[Saved data entries]
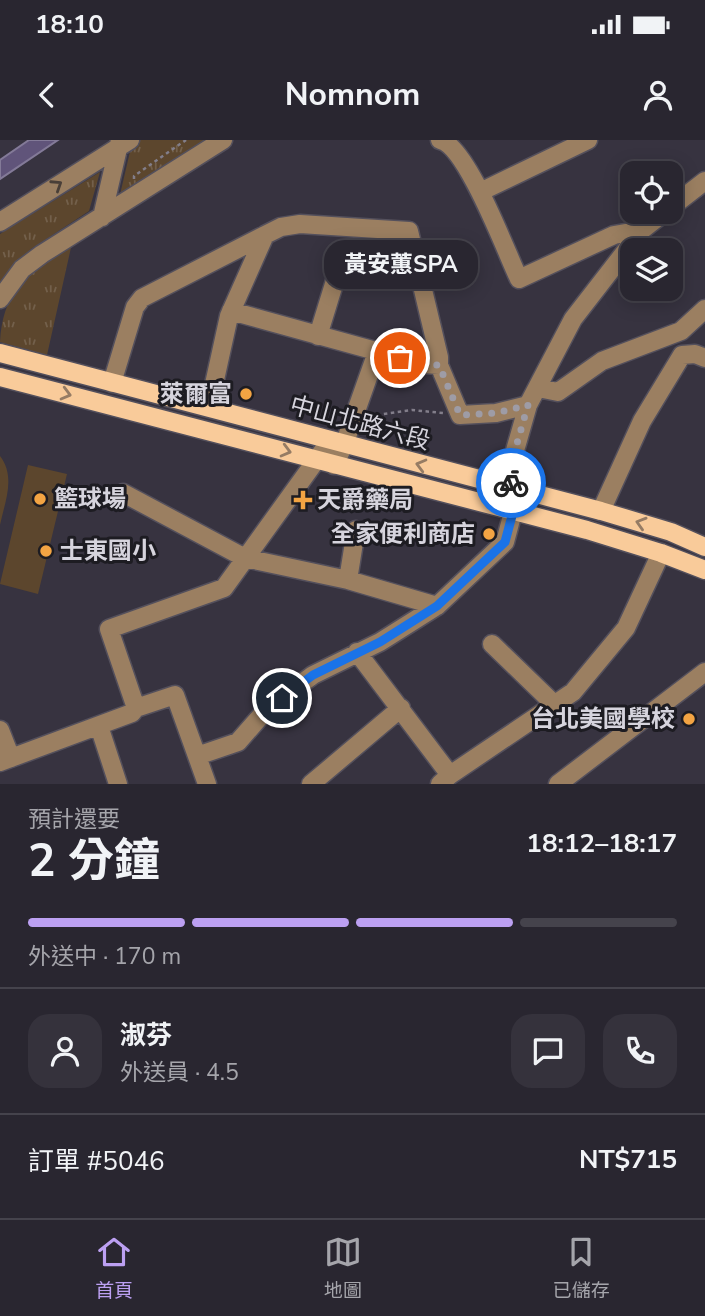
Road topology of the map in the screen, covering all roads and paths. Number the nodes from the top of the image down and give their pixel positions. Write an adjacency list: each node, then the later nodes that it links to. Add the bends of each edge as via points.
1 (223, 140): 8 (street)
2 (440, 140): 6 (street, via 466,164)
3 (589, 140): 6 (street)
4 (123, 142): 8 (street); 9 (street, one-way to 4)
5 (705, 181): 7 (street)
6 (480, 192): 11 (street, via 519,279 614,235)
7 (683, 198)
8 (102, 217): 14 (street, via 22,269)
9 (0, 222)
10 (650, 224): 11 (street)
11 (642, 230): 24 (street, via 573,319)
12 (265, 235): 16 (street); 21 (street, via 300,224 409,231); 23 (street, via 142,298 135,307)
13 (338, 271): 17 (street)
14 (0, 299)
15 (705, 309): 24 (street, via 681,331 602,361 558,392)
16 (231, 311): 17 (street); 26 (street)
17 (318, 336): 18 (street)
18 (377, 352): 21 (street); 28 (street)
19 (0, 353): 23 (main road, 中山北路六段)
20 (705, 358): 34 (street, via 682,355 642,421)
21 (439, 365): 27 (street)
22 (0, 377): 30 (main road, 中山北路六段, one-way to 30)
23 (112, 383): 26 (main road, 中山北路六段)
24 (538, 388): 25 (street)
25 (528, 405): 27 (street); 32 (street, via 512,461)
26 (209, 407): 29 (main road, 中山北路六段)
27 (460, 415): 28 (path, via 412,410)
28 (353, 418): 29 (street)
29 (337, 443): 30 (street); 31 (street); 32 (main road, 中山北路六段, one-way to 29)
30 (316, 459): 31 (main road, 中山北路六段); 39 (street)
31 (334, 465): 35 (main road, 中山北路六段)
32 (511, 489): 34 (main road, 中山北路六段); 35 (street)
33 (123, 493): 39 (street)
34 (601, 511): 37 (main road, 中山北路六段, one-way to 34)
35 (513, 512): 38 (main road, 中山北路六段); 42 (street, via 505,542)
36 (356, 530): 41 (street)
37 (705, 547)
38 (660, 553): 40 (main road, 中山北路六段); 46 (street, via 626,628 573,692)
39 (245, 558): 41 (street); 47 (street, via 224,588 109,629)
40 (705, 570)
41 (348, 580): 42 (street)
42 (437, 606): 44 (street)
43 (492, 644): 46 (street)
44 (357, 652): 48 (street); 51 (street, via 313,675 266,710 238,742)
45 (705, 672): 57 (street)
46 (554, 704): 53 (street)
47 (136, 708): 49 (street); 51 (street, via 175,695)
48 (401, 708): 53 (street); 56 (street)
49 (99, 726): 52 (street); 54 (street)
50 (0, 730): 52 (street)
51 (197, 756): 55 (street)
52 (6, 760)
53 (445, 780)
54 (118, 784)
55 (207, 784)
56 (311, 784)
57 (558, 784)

● Task to carry out: Pull each line containing "中山北路六段" from the records.

● Response:
19 (0, 353): 23 (main road, 中山北路六段)
22 (0, 377): 30 (main road, 中山北路六段, one-way to 30)
23 (112, 383): 26 (main road, 中山北路六段)
26 (209, 407): 29 (main road, 中山北路六段)
29 (337, 443): 30 (street); 31 (street); 32 (main road, 中山北路六段, one-way to 29)
30 (316, 459): 31 (main road, 中山北路六段); 39 (street)
31 (334, 465): 35 (main road, 中山北路六段)
32 (511, 489): 34 (main road, 中山北路六段); 35 (street)
34 (601, 511): 37 (main road, 中山北路六段, one-way to 34)
35 (513, 512): 38 (main road, 中山北路六段); 42 (street, via 505,542)
38 (660, 553): 40 (main road, 中山北路六段); 46 (street, via 626,628 573,692)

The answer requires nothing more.